# Quellcode einer Website auslesen



## mysterix (14. Nov 2013)

Hi,
ich versuche gerade verzweifelt den Quellcode einer Internetseite auszulesen. Ich möchte den Quellcode parsen um den Titel der Website zu bekommen. Habe schon so ziemlich jeden Code im Internet probiert. Leider stürzt mir jedes mal die App ab. Ich habe die Codes in eine Methode geworfen und habe sie mal in onCreate und mal auf Klick eines Buttons abgefeuert. Der Bildschirm wird leider nur schwarz und anschließend geht die App aus. Ich habe schon gelesen, dass ich die Internet-permission setzen muss, aber trotzdem kein Erfolg. Hat jemand eine Idee wie man das bewerkstelligen kann?

Die App soll für Android Smartphones sein. Ich entwickle mit eclipse.

Vielen Dank,

gruß,
MysteriX


----------



## DarXun (15. Nov 2013)

Hallo,

kannst Du mal den Stacktrace/Error posten?
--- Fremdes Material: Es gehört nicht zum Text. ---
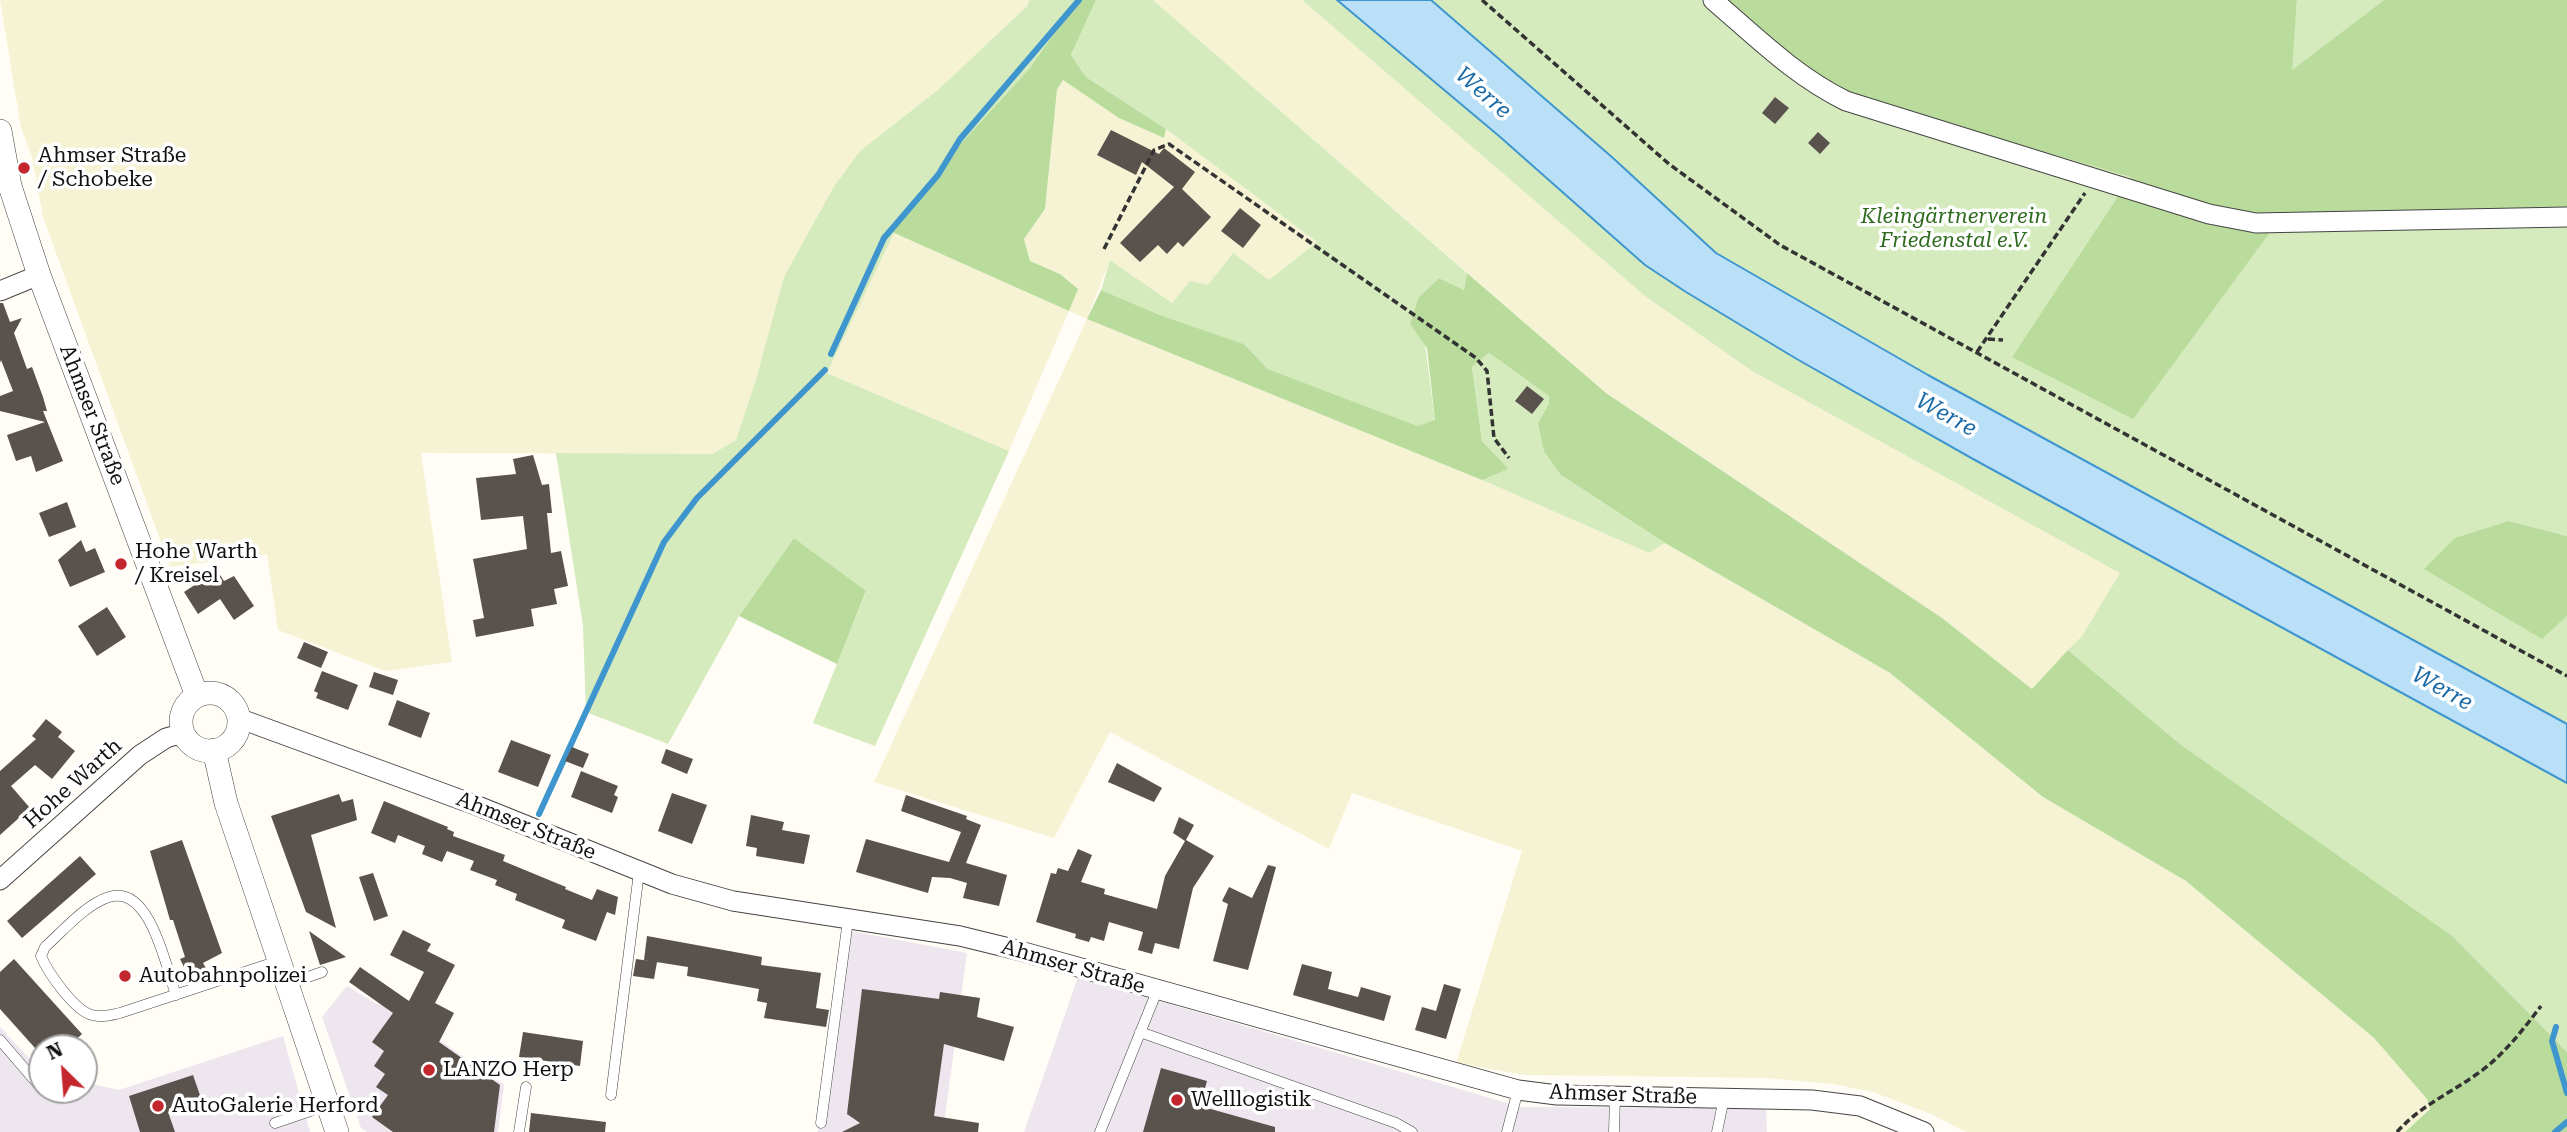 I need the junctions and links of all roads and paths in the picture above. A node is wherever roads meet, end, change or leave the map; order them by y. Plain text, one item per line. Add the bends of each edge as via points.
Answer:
1 (1482, 0) edge
2 (1713, 0) edge
3 (0, 131) edge
4 (2096, 177) junction
5 (2567, 217) edge
6 (1104, 249) dead end
7 (39, 275) junction
8 (0, 291) edge
9 (1987, 338) junction
10 (2003, 340) dead end
11 (1977, 352) junction
12 (1509, 457) dead end
13 (2567, 676) edge
14 (197, 696) junction
15 (239, 718) junction
16 (183, 733) junction
17 (214, 750) junction
18 (639, 872) junction
19 (0, 880) edge
20 (848, 920) junction
21 (281, 960) junction
22 (322, 972) dead end
23 (289, 984) junction
24 (1157, 991) junction
25 (176, 995) junction
26 (2541, 1006) dead end
27 (1140, 1032) junction
28 (0, 1040) edge
29 (28, 1072) edge
30 (526, 1087) dead end
31 (1518, 1090) junction
32 (611, 1095) dead end
33 (1615, 1096) junction
34 (1724, 1098) junction
35 (328, 1105) junction
36 (275, 1122) dead end
37 (821, 1123) dead end
38 (1903, 1127) edge
39 (337, 1132) edge
40 (519, 1132) edge
41 (1100, 1132) edge
42 (1412, 1132) edge
43 (1507, 1132) edge
44 (1614, 1132) edge
45 (1717, 1132) edge
46 (1924, 1132) edge
47 (2397, 1132) edge

1 - 11 path via 1718,202 1780,245
2 - 4 street via 1787,65 1846,101
3 - 7 street, Ahmser Straße via 10,186
4 - 5 street via 2209,214 2256,223
4 - 9 path
6 - 12 path via 1154,149 1169,144 1476,358 1487,371 1494,438
7 - 8 street
7 - 14 street, Ahmser Straße
9 - 10 path
9 - 11 path
11 - 13 path
14 - 15 street via 223,696
14 - 16 street via 183,712
15 - 17 street via 233,739
15 - 18 street, Ahmser Straße via 478,806
16 - 17 street via 195,747
16 - 19 street, Hohe Warth via 141,755
17 - 21 street via 226,803
18 - 20 street, Ahmser Straße via 733,901
18 - 32 lane
20 - 24 street, Ahmser Straße via 960,936
20 - 37 lane
21 - 23 street
21 - 25 lane
22 - 23 lane
23 - 35 street
24 - 27 lane
24 - 31 street, Ahmser Straße
25 - 25 lane via 120,1013 89,1015 47,969 41,956 45,947 100,901 119,896 131,899 146,913
26 - 47 path via 2499,1056 2419,1111
27 - 41 lane
27 - 42 lane
28 - 29 lane
30 - 40 lane
31 - 33 street, Ahmser Straße
31 - 43 lane
33 - 34 street, Ahmser Straße
33 - 44 lane
34 - 38 street, Ahmser Straße via 1860,1106
34 - 45 lane
35 - 36 lane
35 - 39 street
38 - 46 street, Ahmser Straße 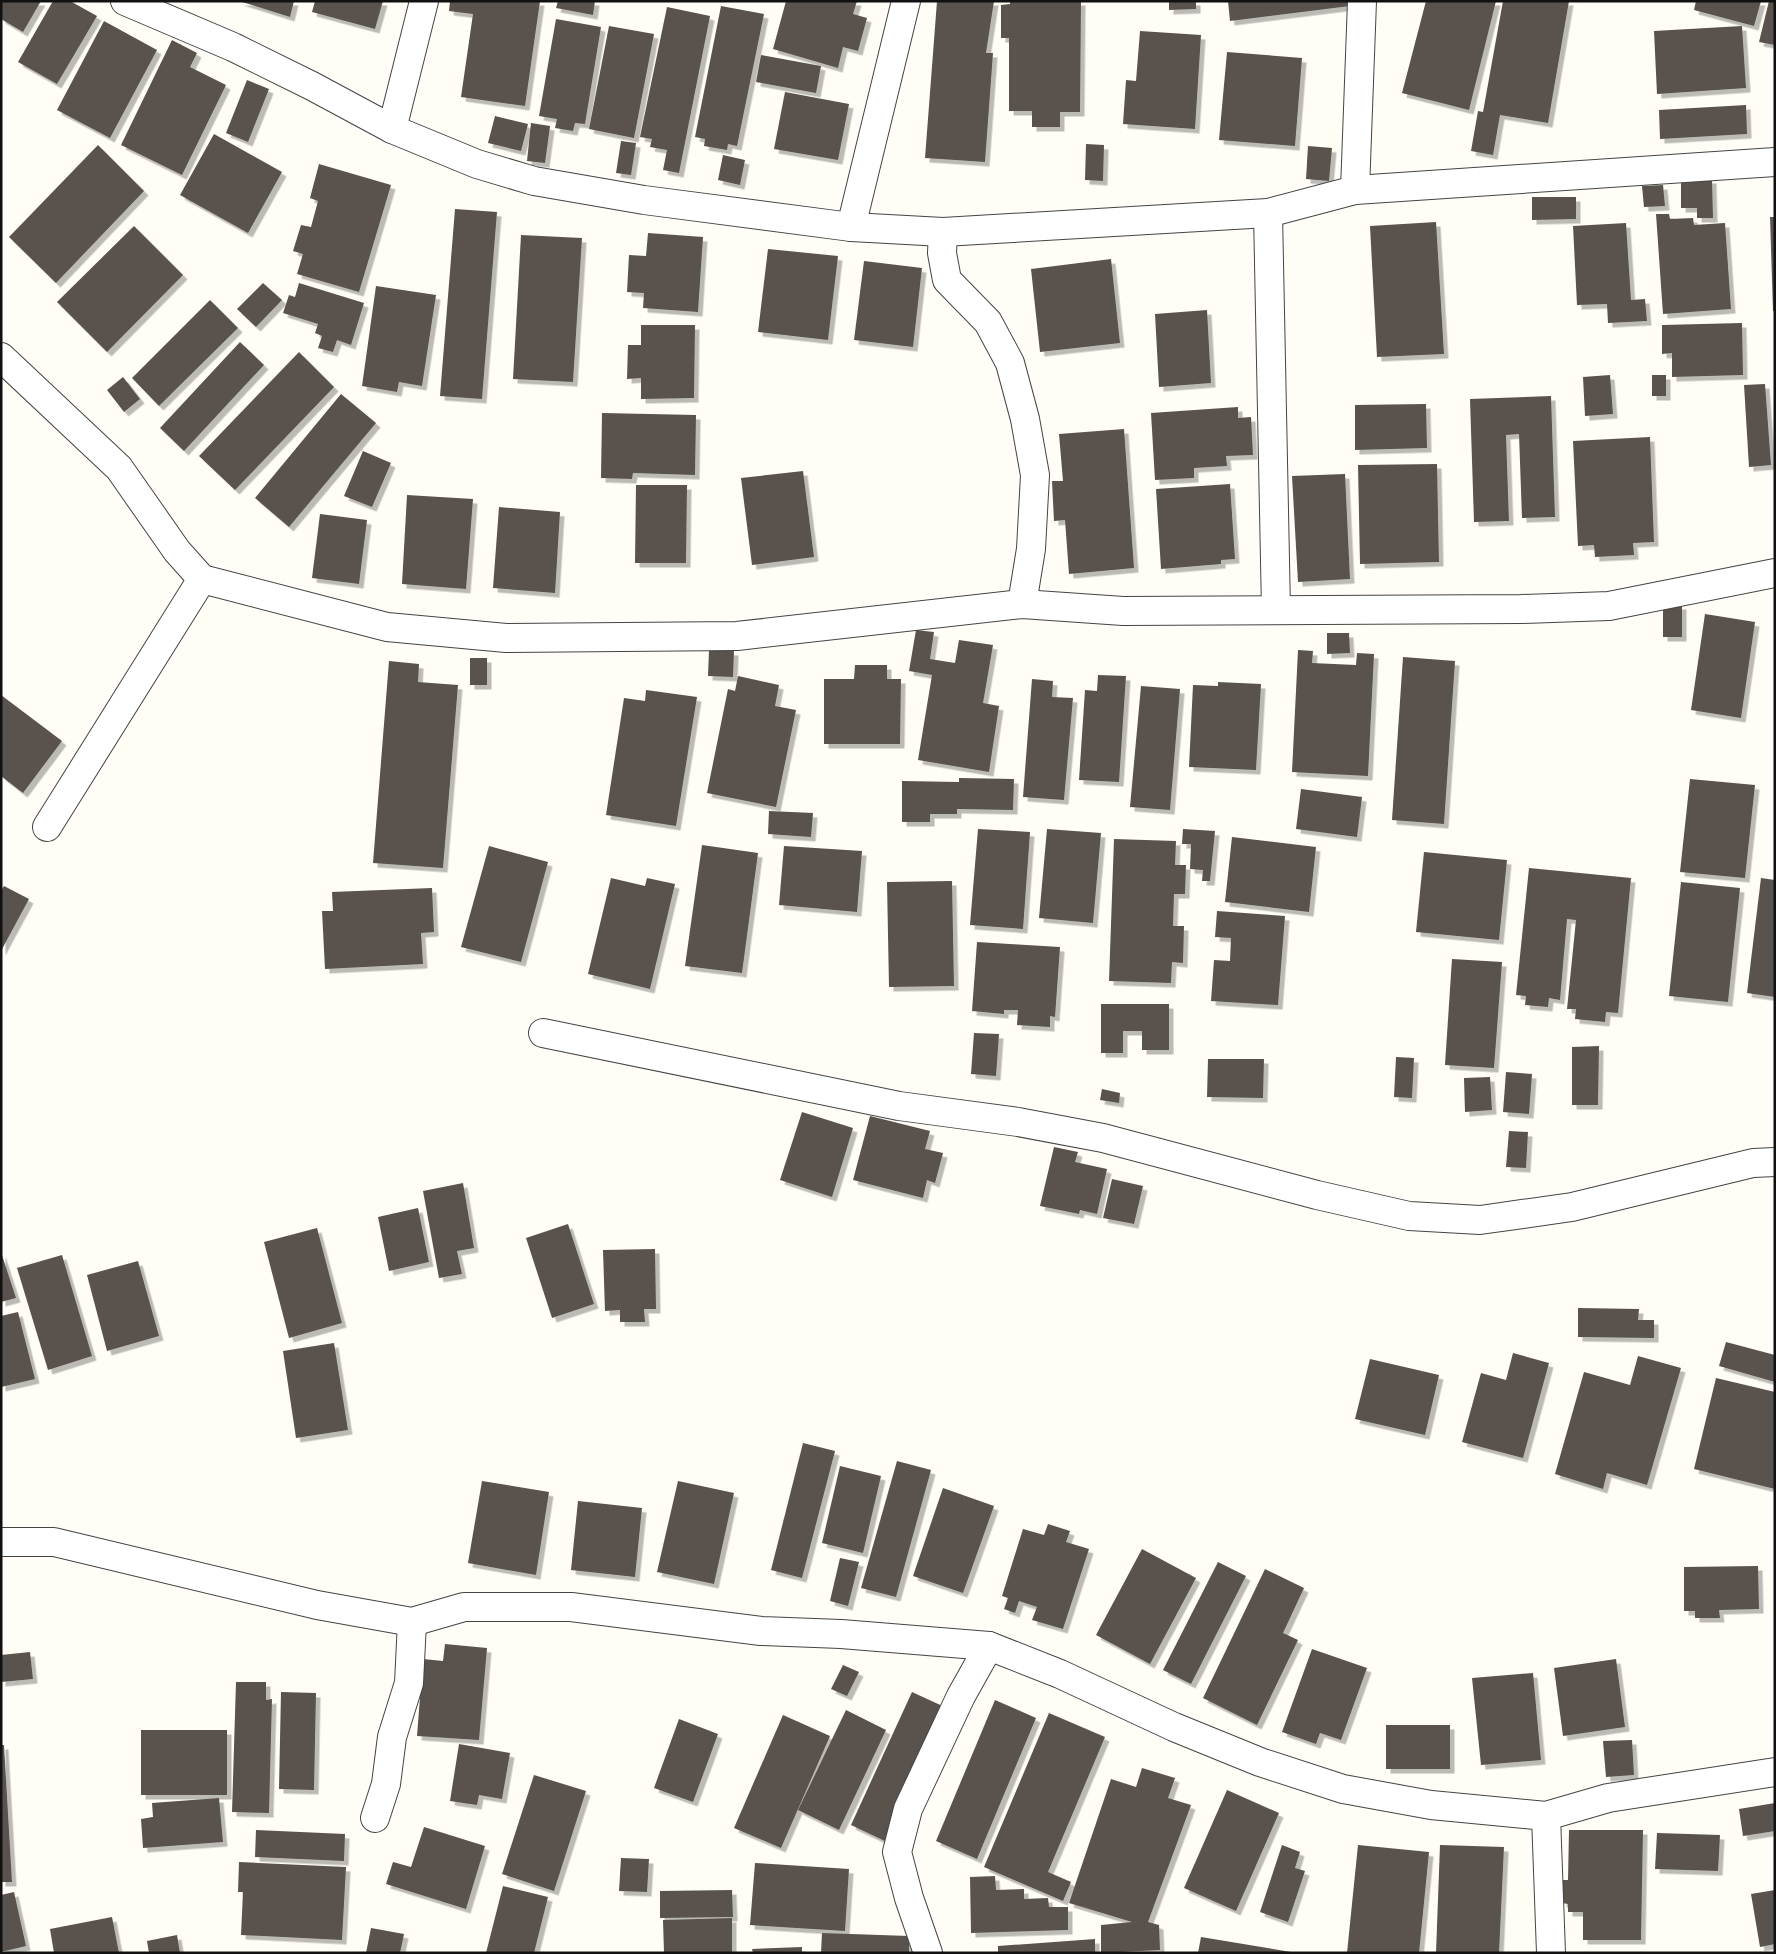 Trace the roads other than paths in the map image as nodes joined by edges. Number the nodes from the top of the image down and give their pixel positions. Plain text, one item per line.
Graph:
1 (125, 1) edge
2 (424, 1) edge
3 (906, 1) edge
4 (1362, 1) edge
5 (392, 129) junction
6 (1775, 162) edge
7 (1355, 190) junction
8 (1268, 213) junction
9 (851, 227) junction
10 (943, 232) junction
11 (1, 357) edge
12 (1775, 573) edge
13 (202, 580) junction
14 (1022, 604) junction
15 (1276, 610) junction
16 (47, 827) dead end
17 (543, 1033) dead end
18 (1775, 1162) edge
19 (1, 1542) edge
20 (412, 1622) junction
21 (989, 1646) junction
22 (1775, 1772) edge
23 (1546, 1816) junction
24 (375, 1818) dead end
25 (928, 1953) edge
26 (1551, 1953) edge

1 - 5 street
2 - 5 street
3 - 9 street
4 - 7 street
5 - 9 street
6 - 7 street
7 - 8 street
8 - 10 street
8 - 15 street
9 - 10 street
10 - 14 street
11 - 13 street
12 - 15 street
13 - 14 street
13 - 16 street
14 - 15 street
17 - 18 street
19 - 20 street
20 - 21 street
20 - 24 street
21 - 23 street
21 - 25 street
22 - 23 street
23 - 26 street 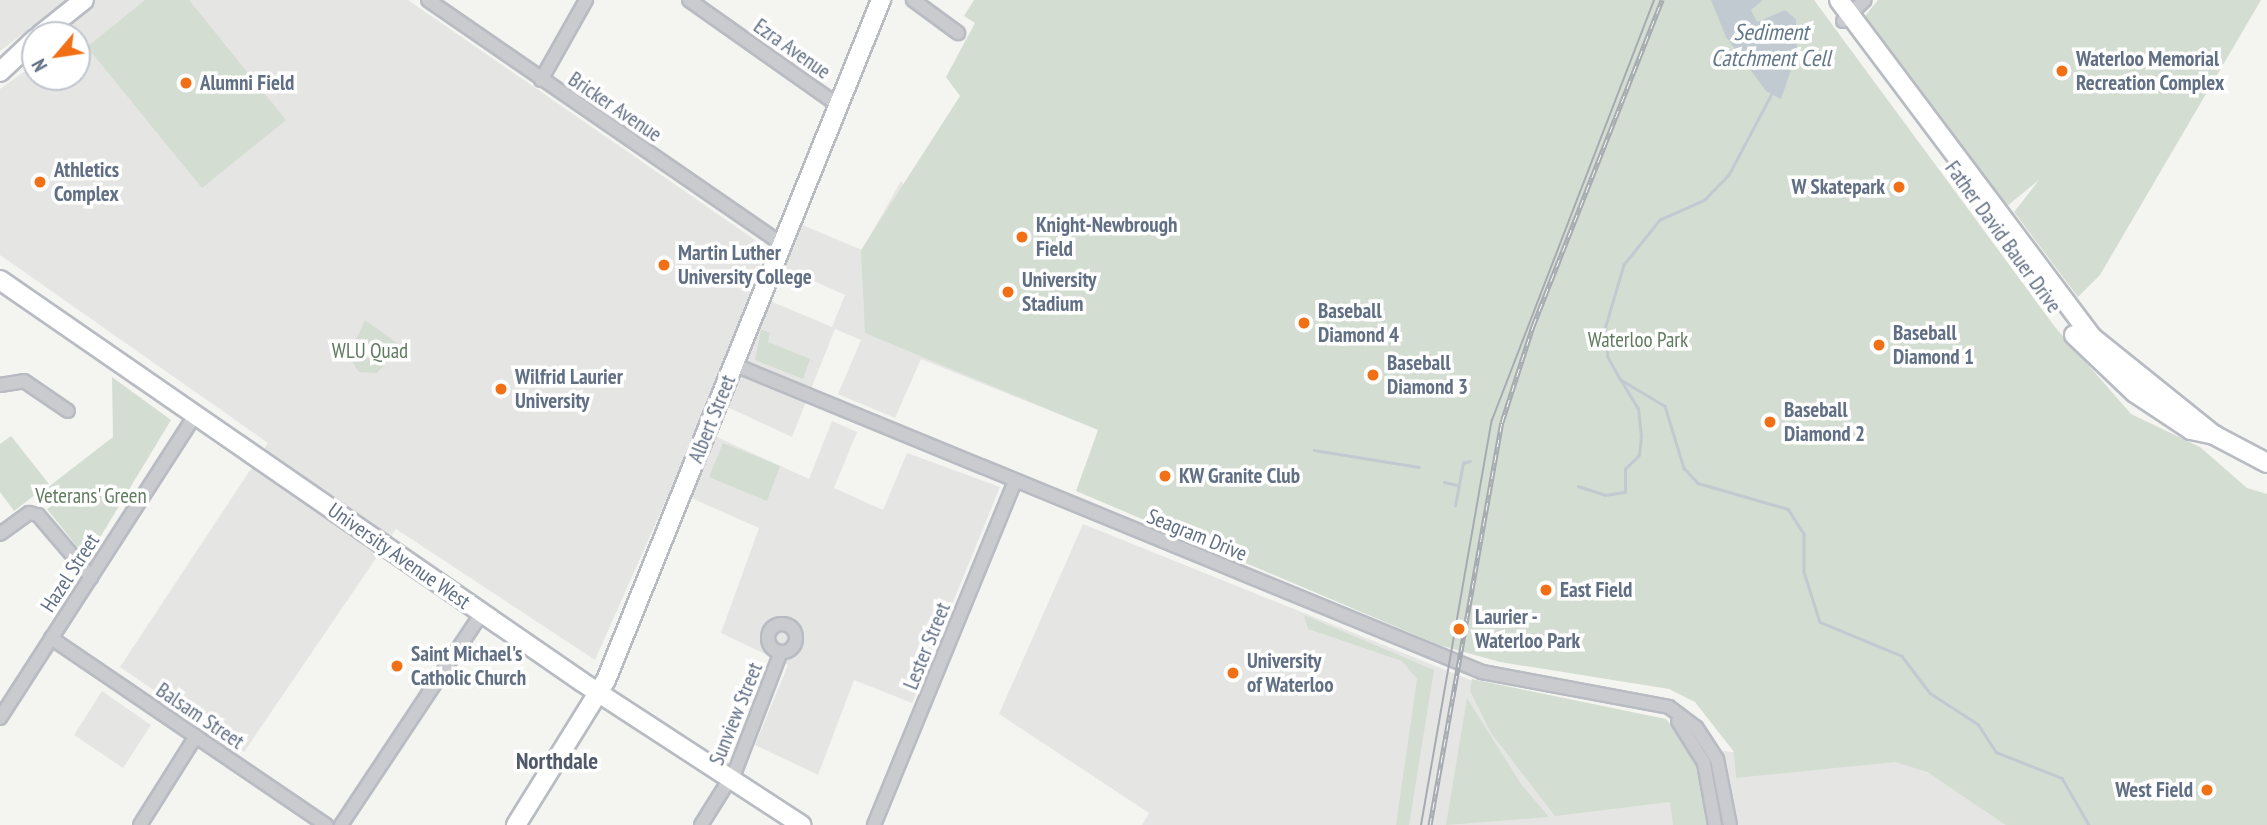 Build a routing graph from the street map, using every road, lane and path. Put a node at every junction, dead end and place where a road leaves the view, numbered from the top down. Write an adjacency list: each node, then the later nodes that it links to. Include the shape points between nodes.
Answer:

Eine mögliche Fehlerquelle könnte sein, dass du den Code direkt im GuiThread/MainThread ausführst.
Das ist bei Android-Anwendungen unzulässig Wenn Du das so machst, lager das mal in einen Handler (bevorzugt) oder wenigstens einen Thread aus.

DarXun


----------



## fafrey (15. Nov 2013)

Den Quellcode einer Seite kannst du auslesen indem du F12 drückst. Es geht ein Fenster auf und da siehst du (bei IE10) oben links eine Spalte in der HTML, CSS, usw angezeigt wird.


----------



## DarXun (15. Nov 2013)

fafrey hat gesagt.:


> Den Quellcode einer Seite kannst du auslesen indem du F12 drückst. Es geht ein Fenster auf und da siehst du (bei IE10) oben links eine Spalte in der HTML, CSS, usw angezeigt wird.



Er will den Code mithilfe einer App auslesen, nicht im normalen Browser


----------



## dzim (15. Nov 2013)

Was eigentlich auch absolut logisch ist, da wir a) im Java-Forum und b) im Thread für mobile Geräte sind...

Aber vielleicht sind das nur Indizienbeweise und generell nicht gültig


----------



## mysterix (16. Nov 2013)

Hi, danke für den Tipp, das hatte ich auch schon einige male gelesen. Habs jetzt hinbekommen. Der Code steht unten. Nun habe ich eine weitere Frage. Ich stell sie einfach mal hier. Ich möchte den Strichcode einer DVD einlesen und dann im Internet nach der Bezeichnung suchen. Das klappt ja nun schon  aber wie bekomme ich jetzt noch ein Bild aus dem Internet? Ich habe schon rausgefunden, dass, wenn ich die Strichcodenummer direkt bei der google bildersuche eingebe, das 1. Bild eigentlich zu 95% das Bild der DVD ist. Nun meine Fragen:
-Wie komme ich an den 1. Link einer Google-Bildersuche?
-wie lade ich mir dann genau dieses Bild auch noch herunter? 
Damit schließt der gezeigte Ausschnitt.